As a couple of well-meaning but completely inept rookie cops, Jenko and Schmidt find themselves transferred to an undercover operation which infiltrates criminal gangs in the city's high schools. As a jock and a nerd, respectively, they should have no problem blending in and tracking the shipments of the latest drug-craze. After all, how much can school change in seven years..?

The Good: 21 Jump Street is very funny, in a surprisingly charming way. Sure, there's some effing-and-jeffing to pump it up to a Cert.15, and there are traces of gross-out-comedy sprinkled over the top, but at its heart it's a likeable buddy-cop action-comedy. There are no surprises here, but it's not really the movie where you're expecting or wanting them.
Jonah Hill and Channing Tatum are on good comedic form, and while there's the obligatory emotional buildup in the third act, it doesn't threaten to derail the movie.

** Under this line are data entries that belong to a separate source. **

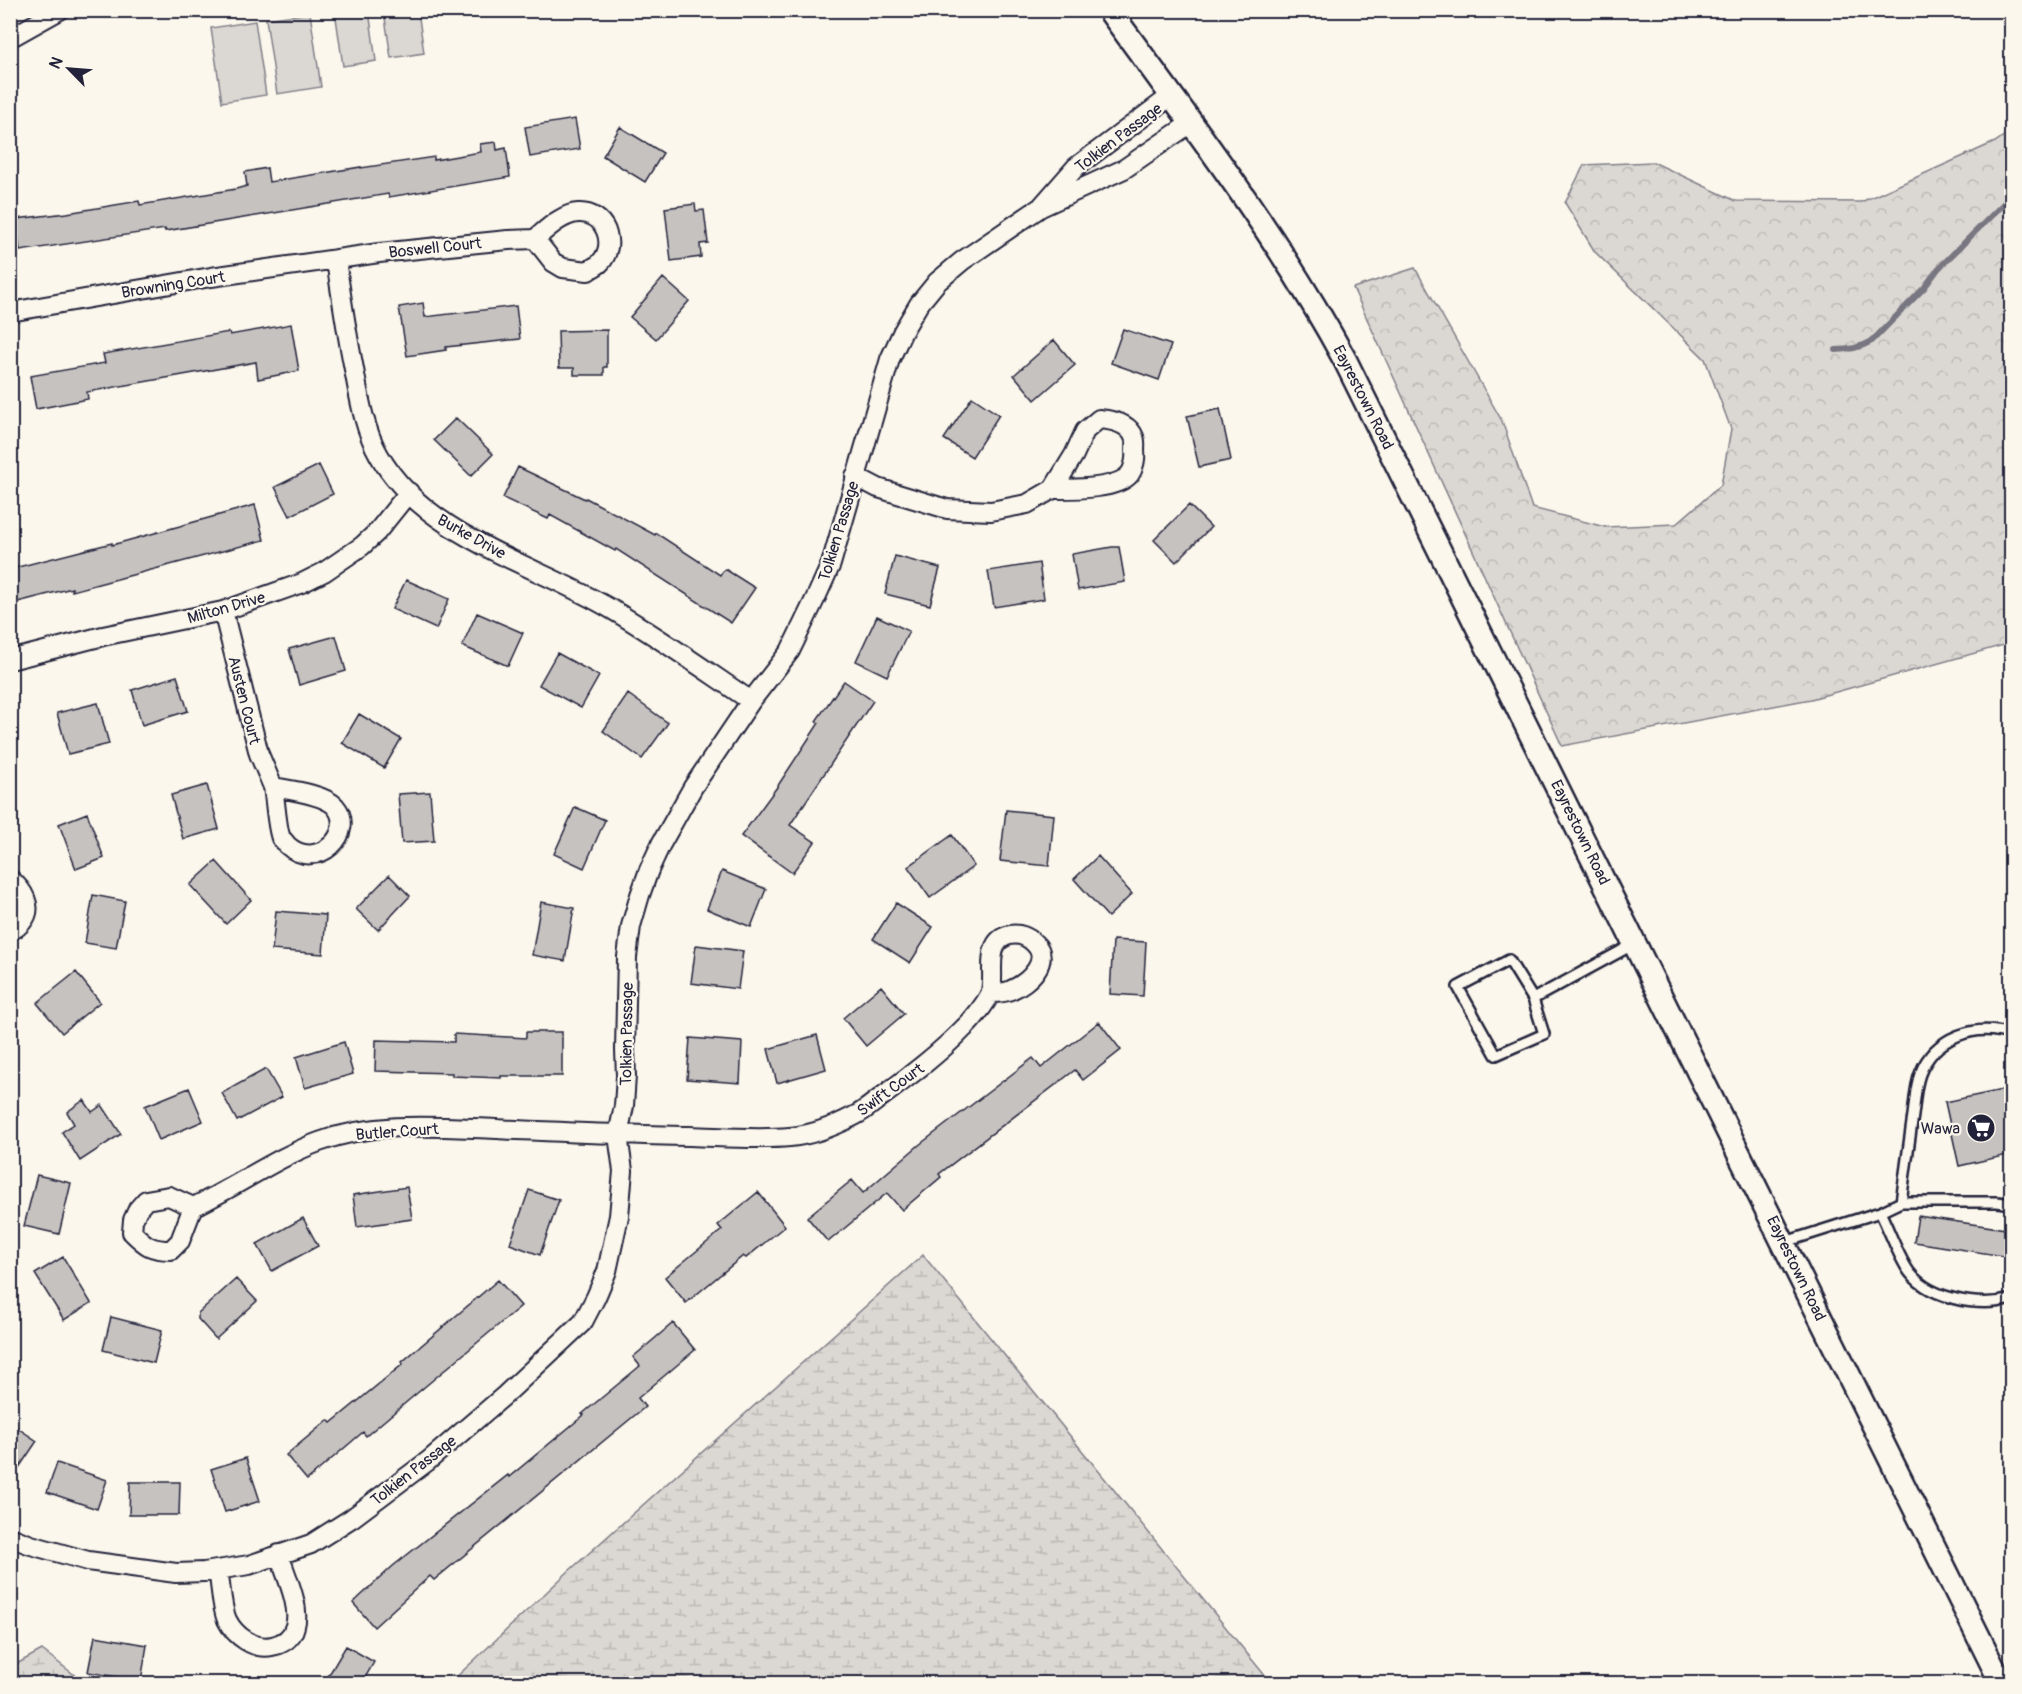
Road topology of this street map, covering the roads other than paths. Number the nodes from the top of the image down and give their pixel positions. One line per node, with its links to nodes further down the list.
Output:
1 (60, 10): 3 (street)
2 (1109, 10): 4 (street, Eayrestown Road)
3 (10, 38)
4 (1172, 96): 5 (street, Eayrestown Road); 6 (street, Tolkien Passage)
5 (1191, 123): 6 (street, Tolkien Passage); 19 (street, Eayrestown Road)
6 (1041, 207): 10 (street, Tolkien Passage)
7 (535, 239): 8 (street, Boswell Court)
8 (336, 260): 9 (street, Browning Court); 12 (street, Burke Drive)
9 (10, 312)
10 (855, 476): 11 (street); 15 (street, Tolkien Passage)
11 (1053, 489): 11 (street)
12 (408, 492): 13 (street, Milton Drive); 15 (street, Burke Drive)
13 (223, 611): 14 (street, Milton Drive); 16 (street, Austen Court)
14 (10, 660)
15 (752, 701): 23 (street, Tolkien Passage)
16 (273, 787)
17 (10, 879): 18 (street)
18 (10, 930)
19 (1636, 943): 21 (lane); 28 (street, Eayrestown Road)
20 (991, 993): 23 (street, Swift Court)
21 (1533, 999): 21 (lane)
22 (2012, 1035): 24 (lane)
23 (618, 1135): 26 (street, Butler Court); 31 (street, Tolkien Passage)
24 (1901, 1202): 25 (lane); 27 (lane)
25 (2012, 1204)
26 (193, 1207)
27 (1880, 1212): 28 (lane); 29 (lane)
28 (1785, 1242): 33 (street, Eayrestown Road)
29 (2012, 1299)
30 (10, 1537): 32 (street, Tolkien Passage)
31 (279, 1554): 32 (street, Tolkien Passage); 32 (street)
32 (218, 1570)
33 (2002, 1683)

As I have almost no frame of reference for the TV series (not my thing, then or now), the original setup is framed by a beautifully tongue-in-cheek performance from Ice Cube, and further references are similarly knowing, without being flat-out self indulgent. The bottom line is, the movie could have been made quite comfortably on its own without having an existing franchise bolted on. But rather than have its history weight it down, 21 Jump Street wears it as a (very silly) badge of honour, and is all the better for it.

Oh, and I don't want to be that guy, but when The Reveal™ goes down, I'd been waiting for it since the first appearance of those characters earlier. While it wasn't exactly telegraphed, you know there's something building there. But again, it was done in such a way that made me smile, rather than facepalm, so that's all good.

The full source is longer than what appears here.